Jost Felix, Zierk Jakob, Le Thuy T T, Raupach Thomas, Rauh Manfred, Suttorp Meinolf, Stanulla Martin, Metzler Markus, Sager Sebastian
Department of Mathematics, Institute of Mathematical Optimization, Otto-von-Guericke University Magdeburg, Magdeburg, Germany.
Department of Paediatrics and Adolescent Medicine, University Hospital Erlangen, Erlangen, Germany.
Front Physiol. 2020 Mar 18;11:217. doi: 10.3389/fphys.2020.00217. eCollection 2020.

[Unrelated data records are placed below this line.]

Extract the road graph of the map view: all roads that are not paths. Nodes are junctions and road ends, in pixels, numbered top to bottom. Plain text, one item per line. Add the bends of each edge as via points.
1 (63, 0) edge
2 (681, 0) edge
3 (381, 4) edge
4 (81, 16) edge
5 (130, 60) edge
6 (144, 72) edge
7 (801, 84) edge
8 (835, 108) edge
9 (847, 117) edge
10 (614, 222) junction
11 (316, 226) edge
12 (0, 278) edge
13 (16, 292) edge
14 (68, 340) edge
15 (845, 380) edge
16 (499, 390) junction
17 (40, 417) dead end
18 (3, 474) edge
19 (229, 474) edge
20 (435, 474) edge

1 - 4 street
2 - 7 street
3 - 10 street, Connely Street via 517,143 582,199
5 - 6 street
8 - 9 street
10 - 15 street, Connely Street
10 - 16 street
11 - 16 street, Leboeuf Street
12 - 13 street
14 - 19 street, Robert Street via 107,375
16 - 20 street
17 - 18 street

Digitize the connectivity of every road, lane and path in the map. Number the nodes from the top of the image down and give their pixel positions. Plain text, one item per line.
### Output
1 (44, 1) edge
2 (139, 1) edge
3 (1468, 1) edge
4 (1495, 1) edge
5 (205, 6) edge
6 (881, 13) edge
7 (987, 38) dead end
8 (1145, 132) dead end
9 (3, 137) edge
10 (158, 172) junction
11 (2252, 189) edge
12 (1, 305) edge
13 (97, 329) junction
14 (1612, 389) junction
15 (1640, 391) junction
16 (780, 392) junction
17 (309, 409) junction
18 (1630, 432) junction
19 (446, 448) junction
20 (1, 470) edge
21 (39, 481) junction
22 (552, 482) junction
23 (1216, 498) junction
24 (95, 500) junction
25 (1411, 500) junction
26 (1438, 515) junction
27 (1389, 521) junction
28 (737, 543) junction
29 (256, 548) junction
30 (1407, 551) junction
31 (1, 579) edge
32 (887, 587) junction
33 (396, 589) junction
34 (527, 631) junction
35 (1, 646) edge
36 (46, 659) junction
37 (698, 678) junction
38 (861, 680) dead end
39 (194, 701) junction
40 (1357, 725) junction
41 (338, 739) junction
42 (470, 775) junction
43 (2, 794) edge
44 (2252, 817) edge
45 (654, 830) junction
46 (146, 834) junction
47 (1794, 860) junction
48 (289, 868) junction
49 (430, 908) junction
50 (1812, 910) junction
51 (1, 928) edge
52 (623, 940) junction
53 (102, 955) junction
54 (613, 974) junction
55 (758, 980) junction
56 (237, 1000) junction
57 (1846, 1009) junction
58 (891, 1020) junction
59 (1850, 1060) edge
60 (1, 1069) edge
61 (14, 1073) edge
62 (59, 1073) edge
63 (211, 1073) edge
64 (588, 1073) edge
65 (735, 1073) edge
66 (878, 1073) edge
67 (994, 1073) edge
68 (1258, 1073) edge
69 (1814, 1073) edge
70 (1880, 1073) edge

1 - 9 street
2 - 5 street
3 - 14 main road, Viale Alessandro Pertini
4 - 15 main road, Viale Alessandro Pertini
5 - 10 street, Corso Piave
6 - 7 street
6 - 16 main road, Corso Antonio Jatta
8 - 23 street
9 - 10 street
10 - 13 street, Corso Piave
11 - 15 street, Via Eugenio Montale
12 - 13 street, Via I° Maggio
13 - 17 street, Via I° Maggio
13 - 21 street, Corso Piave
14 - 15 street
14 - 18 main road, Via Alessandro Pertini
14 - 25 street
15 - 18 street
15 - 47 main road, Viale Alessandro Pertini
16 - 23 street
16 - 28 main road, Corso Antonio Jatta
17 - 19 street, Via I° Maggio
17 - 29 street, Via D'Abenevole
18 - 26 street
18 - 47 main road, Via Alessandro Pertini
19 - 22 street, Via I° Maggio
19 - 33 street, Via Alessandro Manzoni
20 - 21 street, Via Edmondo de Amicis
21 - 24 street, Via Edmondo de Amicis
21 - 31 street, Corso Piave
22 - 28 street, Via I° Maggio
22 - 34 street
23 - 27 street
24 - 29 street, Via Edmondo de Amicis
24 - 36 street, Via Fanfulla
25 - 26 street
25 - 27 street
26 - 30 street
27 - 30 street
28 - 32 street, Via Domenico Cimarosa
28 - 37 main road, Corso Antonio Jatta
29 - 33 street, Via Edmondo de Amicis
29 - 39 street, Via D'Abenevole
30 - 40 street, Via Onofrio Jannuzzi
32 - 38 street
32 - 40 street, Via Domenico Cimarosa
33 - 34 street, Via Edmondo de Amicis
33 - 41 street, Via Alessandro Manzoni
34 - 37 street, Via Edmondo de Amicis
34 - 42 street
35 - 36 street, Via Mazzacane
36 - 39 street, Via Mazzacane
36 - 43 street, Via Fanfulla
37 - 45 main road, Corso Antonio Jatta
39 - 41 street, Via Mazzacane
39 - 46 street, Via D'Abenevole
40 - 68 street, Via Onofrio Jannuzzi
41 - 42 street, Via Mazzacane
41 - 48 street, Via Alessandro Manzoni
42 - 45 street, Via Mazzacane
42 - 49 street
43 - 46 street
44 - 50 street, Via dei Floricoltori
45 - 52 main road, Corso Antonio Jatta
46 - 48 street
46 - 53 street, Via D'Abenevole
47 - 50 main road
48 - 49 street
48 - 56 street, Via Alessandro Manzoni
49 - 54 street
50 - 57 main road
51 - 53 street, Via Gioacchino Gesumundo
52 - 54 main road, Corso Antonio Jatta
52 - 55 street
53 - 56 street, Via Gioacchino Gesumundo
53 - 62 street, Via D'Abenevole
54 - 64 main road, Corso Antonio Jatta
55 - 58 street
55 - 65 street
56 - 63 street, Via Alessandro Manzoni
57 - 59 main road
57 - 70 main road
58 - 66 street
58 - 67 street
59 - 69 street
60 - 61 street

Acute lymphoblastic leukemia is the most common malignancy in childhood. Successful treatment requires initial high-intensity chemotherapy, followed by low-intensity oral maintenance therapy with oral 6-mercaptopurine (6MP) and methotrexate (MTX) until 2-3 years after disease onset. However, intra- and inter-individual variability in the pharmacokinetics (PK) and pharmacodynamics (PD) of 6MP and MTX make it challenging to balance the desired antileukemic effects with undesired excessive myelosuppression during maintenance therapy. A model to simulate the dynamics of different cell types, especially neutrophils, would be a valuable contribution to improving treatment protocols (6MP and MTX dosing regimens) and a further step to understanding the heterogeneity in treatment efficacy and toxicity. We applied and modified a recently developed semi-mechanistic PK/PD model to neutrophils and analyzed their behavior using a non-linear mixed-effects modeling approach and clinical data obtained from 116 patients. The PK model of 6MP influenced the accuracy of absolute neutrophil count (ANC) predictions, whereas the PD effect of MTX did not. Predictions based on ANC were more accurate than those based on white blood cell counts. Using the new cross-validated mathematical model, simulations of different treatment protocols showed a linear dose-effect relationship and reduced ANC variability for constant dosages. Advanced modeling allows the identification of optimized control criteria and the weighting of specific influencing factors for protocol design and individually adapted therapy to exploit the optimal effect of maintenance therapy on survival.
急性淋巴细胞白血病是儿童期最常见的恶性肿瘤。成功治疗需要初始高强度化疗,随后采用低强度口服维持治疗,使用口服6-巯基嘌呤(6MP)和甲氨蝶呤(MTX),直至疾病发作后2至3年。然而,6MP和MTX的药代动力学(PK)和药效学(PD)在个体内和个体间存在变异性,这使得在维持治疗期间难以平衡所需的抗白血病效果与不希望出现的过度骨髓抑制。一个模拟不同细胞类型,尤其是中性粒细胞动态的模型,将有助于改进治疗方案(6MP和MTX给药方案),并进一步了解治疗效果和毒性的异质性。我们应用并修改了最近开发的一个半机制PK/PD模型用于中性粒细胞,并使用非线性混合效应建模方法和从116名患者获得的临床数据来分析它们的行为。6MP的PK模型影响绝对中性粒细胞计数(ANC)预测的准确性,而MTX的PD效应则不然。基于ANC的预测比基于白细胞计数的预测更准确。使用新的交叉验证数学模型,对不同治疗方案的模拟显示出线性剂量效应关系,并降低了恒定剂量下ANC的变异性。先进的建模方法能够确定优化的控制标准,并对特定影响因素进行加权,以用于方案设计和个体化治疗,从而充分发挥维持治疗对生存的最佳效果。